TASK DESCRIPTION: Each line in these records that contains "Piliç" counts once. Give the number only.

INPUT RECORDS:
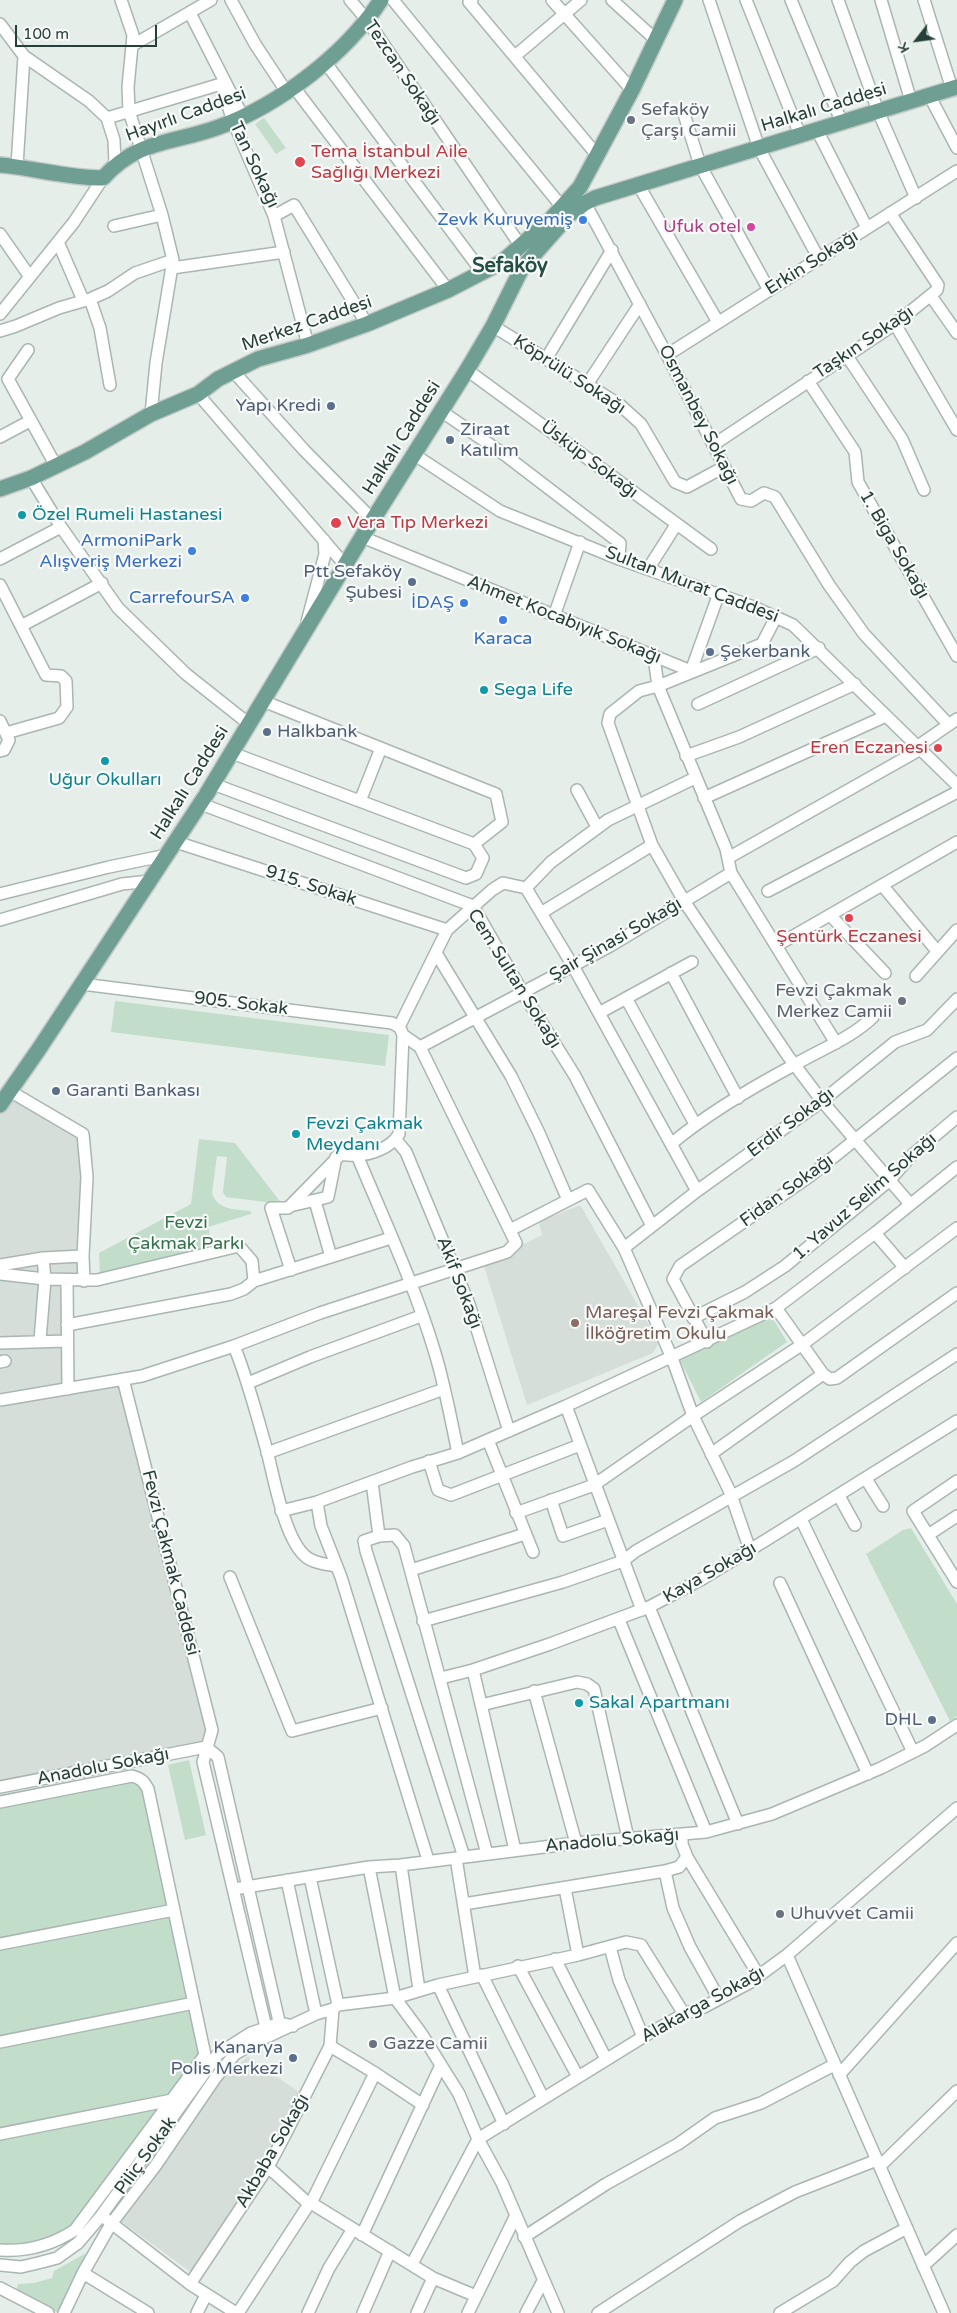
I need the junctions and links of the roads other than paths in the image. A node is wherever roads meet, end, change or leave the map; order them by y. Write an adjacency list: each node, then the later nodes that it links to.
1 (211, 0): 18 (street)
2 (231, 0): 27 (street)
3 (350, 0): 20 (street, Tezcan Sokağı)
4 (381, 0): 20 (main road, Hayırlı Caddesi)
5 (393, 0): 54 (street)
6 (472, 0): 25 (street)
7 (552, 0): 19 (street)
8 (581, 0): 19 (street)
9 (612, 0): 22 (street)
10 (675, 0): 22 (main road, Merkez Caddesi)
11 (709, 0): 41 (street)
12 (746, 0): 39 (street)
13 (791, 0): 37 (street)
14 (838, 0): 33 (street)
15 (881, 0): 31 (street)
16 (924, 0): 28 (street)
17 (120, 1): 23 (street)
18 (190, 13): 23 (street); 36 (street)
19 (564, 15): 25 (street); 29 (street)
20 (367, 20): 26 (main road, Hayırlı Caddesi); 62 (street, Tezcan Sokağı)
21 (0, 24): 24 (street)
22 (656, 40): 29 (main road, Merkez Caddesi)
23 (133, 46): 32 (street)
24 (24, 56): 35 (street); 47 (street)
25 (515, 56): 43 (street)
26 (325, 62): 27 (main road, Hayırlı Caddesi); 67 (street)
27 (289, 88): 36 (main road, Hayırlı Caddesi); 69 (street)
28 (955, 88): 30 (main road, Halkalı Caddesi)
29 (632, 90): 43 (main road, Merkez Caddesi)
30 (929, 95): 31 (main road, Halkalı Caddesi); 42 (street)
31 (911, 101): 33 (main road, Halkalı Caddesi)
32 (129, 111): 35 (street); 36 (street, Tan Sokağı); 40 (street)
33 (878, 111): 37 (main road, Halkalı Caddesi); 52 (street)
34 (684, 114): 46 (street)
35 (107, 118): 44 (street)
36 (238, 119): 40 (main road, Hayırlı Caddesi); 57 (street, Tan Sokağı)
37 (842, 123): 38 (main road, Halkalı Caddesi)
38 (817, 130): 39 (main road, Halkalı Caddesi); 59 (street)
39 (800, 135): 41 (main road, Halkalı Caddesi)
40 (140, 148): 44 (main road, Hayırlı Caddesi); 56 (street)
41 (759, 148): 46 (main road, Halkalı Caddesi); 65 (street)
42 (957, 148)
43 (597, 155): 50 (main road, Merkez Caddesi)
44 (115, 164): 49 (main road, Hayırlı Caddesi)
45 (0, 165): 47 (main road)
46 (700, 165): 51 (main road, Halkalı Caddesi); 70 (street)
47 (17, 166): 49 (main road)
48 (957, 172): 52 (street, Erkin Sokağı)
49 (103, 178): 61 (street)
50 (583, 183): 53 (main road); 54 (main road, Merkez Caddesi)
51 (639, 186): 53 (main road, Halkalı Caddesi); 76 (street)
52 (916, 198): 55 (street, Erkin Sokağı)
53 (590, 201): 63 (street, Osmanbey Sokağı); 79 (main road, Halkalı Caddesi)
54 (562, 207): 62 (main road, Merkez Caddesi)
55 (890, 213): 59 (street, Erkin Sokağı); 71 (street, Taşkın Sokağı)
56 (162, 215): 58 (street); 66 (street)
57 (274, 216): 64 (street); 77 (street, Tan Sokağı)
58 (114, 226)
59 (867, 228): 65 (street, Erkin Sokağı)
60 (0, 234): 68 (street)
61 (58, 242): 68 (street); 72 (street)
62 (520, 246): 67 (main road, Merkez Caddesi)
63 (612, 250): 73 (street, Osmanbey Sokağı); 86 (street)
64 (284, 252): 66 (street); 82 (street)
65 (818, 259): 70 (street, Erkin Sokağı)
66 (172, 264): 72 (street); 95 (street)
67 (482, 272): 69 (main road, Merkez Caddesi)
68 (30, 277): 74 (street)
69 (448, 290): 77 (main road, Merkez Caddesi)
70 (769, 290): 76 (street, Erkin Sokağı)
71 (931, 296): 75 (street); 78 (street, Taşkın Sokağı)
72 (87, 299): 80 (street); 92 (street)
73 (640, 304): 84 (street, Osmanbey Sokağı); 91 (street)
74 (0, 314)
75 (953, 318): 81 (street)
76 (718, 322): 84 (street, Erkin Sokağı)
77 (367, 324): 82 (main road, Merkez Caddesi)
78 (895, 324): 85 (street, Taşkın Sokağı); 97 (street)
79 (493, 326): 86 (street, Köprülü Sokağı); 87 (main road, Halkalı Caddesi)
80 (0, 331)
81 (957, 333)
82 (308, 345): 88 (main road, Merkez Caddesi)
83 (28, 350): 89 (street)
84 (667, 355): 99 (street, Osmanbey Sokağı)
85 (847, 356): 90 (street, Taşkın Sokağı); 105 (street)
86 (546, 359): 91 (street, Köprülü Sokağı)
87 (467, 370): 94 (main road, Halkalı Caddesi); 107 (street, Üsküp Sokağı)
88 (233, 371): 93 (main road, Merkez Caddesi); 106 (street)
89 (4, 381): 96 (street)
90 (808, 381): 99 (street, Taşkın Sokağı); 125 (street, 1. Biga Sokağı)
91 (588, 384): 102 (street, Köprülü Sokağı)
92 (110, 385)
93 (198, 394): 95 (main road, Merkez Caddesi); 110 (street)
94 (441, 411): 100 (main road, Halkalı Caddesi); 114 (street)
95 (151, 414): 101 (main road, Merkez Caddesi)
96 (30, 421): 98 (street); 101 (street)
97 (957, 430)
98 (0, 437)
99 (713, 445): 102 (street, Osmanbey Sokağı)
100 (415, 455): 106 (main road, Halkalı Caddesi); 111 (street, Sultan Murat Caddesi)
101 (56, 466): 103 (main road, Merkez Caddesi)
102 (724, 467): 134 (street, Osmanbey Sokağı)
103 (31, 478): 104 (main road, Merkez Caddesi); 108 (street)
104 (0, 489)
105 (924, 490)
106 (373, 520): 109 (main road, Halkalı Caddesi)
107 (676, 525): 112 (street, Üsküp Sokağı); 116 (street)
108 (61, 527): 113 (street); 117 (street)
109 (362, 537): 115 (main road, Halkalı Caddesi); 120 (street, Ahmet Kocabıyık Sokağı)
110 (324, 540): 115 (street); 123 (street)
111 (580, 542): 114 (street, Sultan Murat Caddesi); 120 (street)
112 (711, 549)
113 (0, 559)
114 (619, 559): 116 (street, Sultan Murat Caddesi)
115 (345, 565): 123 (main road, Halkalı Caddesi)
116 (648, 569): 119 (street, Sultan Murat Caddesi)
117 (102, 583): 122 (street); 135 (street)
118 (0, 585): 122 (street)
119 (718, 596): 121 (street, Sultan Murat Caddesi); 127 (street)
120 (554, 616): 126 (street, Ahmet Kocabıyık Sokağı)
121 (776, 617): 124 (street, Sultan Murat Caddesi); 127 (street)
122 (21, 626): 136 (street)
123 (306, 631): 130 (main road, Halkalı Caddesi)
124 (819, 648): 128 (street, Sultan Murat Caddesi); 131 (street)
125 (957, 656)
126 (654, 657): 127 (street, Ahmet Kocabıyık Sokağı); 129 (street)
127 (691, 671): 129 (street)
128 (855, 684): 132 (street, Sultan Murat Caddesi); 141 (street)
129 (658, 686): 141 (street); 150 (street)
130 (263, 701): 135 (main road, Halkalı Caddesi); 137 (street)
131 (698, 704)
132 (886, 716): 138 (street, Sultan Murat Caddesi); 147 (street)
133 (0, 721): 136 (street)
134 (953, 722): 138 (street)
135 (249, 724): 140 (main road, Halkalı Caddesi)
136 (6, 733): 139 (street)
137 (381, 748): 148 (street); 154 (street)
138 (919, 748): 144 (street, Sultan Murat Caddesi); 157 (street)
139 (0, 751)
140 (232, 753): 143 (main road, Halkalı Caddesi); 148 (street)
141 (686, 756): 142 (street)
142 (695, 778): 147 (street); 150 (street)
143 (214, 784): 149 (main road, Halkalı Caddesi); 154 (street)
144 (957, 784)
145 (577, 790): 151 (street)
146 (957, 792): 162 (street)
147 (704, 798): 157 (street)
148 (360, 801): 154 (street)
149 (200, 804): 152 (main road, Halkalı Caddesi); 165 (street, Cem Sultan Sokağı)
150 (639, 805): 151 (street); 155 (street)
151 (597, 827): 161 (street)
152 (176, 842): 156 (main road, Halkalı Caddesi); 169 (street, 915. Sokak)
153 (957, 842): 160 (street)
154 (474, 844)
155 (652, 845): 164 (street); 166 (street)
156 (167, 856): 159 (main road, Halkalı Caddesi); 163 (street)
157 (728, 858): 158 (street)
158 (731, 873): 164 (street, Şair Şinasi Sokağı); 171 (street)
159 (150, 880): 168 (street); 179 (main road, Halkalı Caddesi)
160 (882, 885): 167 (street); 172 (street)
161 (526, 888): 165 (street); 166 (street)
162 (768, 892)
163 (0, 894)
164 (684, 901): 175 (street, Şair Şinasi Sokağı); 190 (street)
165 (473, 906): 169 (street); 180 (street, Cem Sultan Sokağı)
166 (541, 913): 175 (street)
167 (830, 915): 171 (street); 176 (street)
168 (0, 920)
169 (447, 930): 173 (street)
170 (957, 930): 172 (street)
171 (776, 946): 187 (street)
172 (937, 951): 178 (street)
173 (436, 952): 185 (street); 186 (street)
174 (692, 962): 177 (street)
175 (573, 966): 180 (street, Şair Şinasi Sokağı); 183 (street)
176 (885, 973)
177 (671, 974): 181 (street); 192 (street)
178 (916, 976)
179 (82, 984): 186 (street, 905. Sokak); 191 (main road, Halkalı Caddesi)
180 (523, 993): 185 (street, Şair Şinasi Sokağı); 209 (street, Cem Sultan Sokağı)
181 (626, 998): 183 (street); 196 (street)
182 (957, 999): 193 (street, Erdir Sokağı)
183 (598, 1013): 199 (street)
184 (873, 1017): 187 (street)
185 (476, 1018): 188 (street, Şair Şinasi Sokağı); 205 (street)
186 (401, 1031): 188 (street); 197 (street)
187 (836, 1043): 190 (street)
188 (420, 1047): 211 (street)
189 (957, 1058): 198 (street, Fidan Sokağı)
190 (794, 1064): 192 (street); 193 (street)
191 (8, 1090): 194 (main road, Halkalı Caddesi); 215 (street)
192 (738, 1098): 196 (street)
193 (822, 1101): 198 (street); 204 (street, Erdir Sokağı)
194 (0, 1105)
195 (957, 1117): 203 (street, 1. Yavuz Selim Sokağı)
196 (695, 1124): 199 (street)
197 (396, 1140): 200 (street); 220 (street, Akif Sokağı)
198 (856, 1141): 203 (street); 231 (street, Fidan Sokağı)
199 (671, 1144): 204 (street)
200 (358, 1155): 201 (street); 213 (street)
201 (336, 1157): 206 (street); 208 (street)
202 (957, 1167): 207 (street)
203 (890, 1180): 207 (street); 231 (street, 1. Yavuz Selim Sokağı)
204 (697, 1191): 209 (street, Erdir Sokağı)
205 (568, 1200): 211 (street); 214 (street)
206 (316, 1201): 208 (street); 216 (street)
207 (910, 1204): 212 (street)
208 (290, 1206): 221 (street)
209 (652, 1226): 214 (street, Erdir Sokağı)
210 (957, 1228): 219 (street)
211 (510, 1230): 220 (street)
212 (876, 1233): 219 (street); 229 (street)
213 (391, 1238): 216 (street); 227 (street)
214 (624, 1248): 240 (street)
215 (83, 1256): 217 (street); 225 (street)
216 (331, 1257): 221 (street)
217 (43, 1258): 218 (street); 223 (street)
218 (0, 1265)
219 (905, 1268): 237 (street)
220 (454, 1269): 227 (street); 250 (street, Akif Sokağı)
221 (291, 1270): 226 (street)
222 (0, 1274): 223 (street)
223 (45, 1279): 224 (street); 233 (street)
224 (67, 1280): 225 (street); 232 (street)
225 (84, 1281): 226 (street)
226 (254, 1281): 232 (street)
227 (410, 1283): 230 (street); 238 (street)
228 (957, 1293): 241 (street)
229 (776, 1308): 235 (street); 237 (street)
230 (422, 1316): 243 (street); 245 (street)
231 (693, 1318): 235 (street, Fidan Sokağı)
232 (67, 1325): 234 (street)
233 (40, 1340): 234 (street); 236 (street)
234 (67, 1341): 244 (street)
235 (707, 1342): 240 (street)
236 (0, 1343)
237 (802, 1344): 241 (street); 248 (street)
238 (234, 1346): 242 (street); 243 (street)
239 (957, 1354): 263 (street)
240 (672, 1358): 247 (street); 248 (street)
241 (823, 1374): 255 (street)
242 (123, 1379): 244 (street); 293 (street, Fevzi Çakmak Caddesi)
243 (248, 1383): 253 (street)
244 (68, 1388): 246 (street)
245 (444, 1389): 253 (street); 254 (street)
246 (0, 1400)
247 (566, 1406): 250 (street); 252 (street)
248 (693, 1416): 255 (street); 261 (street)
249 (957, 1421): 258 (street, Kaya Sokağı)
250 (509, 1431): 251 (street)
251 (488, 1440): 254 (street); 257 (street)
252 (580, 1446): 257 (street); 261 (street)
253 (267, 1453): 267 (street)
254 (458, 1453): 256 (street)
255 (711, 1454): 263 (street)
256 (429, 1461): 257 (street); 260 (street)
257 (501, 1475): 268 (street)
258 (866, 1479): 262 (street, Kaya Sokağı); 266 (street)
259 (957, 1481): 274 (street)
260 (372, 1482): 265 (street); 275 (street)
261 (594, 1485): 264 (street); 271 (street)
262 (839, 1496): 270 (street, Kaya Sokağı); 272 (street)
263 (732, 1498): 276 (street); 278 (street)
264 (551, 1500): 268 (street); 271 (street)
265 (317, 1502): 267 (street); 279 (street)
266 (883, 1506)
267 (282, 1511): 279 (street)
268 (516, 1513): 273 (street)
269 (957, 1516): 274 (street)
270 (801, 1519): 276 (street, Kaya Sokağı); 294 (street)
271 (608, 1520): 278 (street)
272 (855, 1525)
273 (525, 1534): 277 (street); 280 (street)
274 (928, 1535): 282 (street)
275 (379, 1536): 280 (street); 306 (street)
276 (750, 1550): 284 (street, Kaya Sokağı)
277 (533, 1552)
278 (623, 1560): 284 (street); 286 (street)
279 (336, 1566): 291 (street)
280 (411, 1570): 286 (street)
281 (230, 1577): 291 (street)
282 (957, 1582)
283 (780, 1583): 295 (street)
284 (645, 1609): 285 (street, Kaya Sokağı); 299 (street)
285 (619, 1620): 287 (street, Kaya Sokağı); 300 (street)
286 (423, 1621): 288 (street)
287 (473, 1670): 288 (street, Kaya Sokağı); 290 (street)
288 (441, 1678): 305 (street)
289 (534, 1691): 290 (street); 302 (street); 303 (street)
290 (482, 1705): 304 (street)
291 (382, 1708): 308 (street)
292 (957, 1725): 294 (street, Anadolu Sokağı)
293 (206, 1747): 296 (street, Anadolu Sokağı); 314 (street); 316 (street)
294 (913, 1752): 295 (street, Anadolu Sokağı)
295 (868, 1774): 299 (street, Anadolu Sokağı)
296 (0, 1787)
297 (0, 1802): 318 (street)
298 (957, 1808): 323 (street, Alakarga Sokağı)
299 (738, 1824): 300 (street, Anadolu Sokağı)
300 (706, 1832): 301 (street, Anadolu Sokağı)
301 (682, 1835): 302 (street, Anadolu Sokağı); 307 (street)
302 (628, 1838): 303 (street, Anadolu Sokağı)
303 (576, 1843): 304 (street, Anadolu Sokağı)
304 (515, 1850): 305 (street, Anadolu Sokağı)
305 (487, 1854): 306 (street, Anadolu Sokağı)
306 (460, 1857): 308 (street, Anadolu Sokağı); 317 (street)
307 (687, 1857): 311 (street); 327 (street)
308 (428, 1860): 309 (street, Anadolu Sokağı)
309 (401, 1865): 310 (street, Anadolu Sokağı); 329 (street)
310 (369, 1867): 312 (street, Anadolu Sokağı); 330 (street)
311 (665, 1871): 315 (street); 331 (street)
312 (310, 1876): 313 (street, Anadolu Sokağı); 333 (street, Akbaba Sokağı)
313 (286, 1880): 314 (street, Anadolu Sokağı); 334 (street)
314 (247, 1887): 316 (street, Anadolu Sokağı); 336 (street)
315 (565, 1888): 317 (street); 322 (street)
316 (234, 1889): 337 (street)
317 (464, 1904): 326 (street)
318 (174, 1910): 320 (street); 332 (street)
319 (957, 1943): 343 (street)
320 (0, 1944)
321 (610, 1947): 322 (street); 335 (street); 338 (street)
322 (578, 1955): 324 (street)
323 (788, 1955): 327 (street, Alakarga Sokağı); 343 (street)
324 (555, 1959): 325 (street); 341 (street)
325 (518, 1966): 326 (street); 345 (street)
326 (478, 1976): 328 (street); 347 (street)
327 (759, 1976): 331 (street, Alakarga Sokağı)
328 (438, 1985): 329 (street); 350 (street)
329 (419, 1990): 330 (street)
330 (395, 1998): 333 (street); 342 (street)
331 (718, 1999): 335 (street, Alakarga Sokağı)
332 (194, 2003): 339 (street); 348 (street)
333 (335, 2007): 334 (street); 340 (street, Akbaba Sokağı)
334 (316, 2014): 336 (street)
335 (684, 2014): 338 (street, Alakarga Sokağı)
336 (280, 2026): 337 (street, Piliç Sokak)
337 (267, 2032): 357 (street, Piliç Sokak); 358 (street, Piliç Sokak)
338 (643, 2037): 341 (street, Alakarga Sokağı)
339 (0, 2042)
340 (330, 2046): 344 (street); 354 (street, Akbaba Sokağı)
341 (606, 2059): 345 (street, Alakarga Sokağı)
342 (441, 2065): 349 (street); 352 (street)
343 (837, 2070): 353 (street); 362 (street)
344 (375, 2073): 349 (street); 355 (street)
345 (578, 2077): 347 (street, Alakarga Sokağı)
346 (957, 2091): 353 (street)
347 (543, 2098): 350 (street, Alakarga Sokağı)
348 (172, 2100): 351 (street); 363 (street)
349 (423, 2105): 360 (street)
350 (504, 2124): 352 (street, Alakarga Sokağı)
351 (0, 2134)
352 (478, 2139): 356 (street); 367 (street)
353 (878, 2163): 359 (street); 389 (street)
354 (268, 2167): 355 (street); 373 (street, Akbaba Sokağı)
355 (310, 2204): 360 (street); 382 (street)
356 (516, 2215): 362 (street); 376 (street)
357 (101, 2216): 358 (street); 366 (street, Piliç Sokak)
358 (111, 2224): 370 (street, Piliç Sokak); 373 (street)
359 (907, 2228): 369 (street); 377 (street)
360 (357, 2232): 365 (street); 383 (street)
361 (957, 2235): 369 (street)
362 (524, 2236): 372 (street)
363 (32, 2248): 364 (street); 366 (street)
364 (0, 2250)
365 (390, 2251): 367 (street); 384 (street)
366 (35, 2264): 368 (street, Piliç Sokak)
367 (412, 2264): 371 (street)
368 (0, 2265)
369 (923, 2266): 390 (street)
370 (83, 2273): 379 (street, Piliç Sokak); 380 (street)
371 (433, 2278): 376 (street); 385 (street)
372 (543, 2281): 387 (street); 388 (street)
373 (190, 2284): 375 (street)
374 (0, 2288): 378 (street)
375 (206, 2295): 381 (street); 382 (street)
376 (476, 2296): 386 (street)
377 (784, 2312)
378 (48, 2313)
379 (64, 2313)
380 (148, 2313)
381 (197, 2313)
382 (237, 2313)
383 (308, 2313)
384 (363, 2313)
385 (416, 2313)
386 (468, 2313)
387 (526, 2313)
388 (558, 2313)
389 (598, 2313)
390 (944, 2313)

RESPONSE AREA: 6